- TASK OBJECTIVE:
Please output all the entries word for word, without the pictures.

[Stored items from a collection]

####

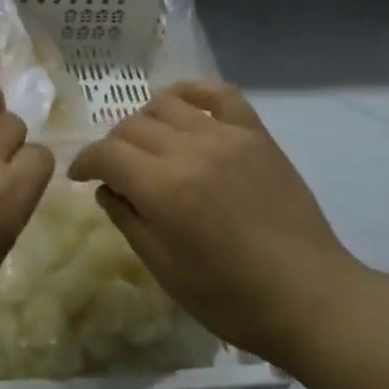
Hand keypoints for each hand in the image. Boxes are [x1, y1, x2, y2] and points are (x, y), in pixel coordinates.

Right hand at [69, 80, 360, 369]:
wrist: (308, 296)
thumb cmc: (231, 297)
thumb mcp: (164, 269)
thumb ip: (128, 219)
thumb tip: (106, 187)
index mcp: (164, 188)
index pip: (107, 154)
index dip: (85, 161)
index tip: (80, 175)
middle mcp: (191, 150)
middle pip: (132, 126)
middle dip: (113, 146)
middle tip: (116, 170)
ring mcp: (227, 136)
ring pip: (167, 104)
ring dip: (146, 120)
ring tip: (150, 144)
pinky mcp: (256, 134)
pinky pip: (220, 93)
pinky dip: (194, 91)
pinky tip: (184, 105)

####

- ANSWER BOX:
Hand keypoints for each hand in the image. Boxes are [x1, y1, x2, y2] and points are (x, y), in pixel coordinates.

Right hand at [69, 80, 360, 369]:
wrist: (308, 296)
thumb cmc: (231, 297)
thumb mcp: (164, 269)
thumb ip: (128, 219)
thumb tip: (106, 187)
index mcp: (164, 188)
index pip: (107, 154)
index dip: (85, 161)
index tip: (80, 175)
middle mcp: (191, 150)
middle pip: (132, 126)
middle dip: (113, 146)
middle tip: (116, 170)
ring mcp: (227, 136)
ring pip: (167, 104)
ring dip: (146, 120)
ring tip: (150, 144)
pinky mcp: (256, 134)
pinky pip: (220, 93)
pinky dip: (194, 91)
pinky tip: (184, 105)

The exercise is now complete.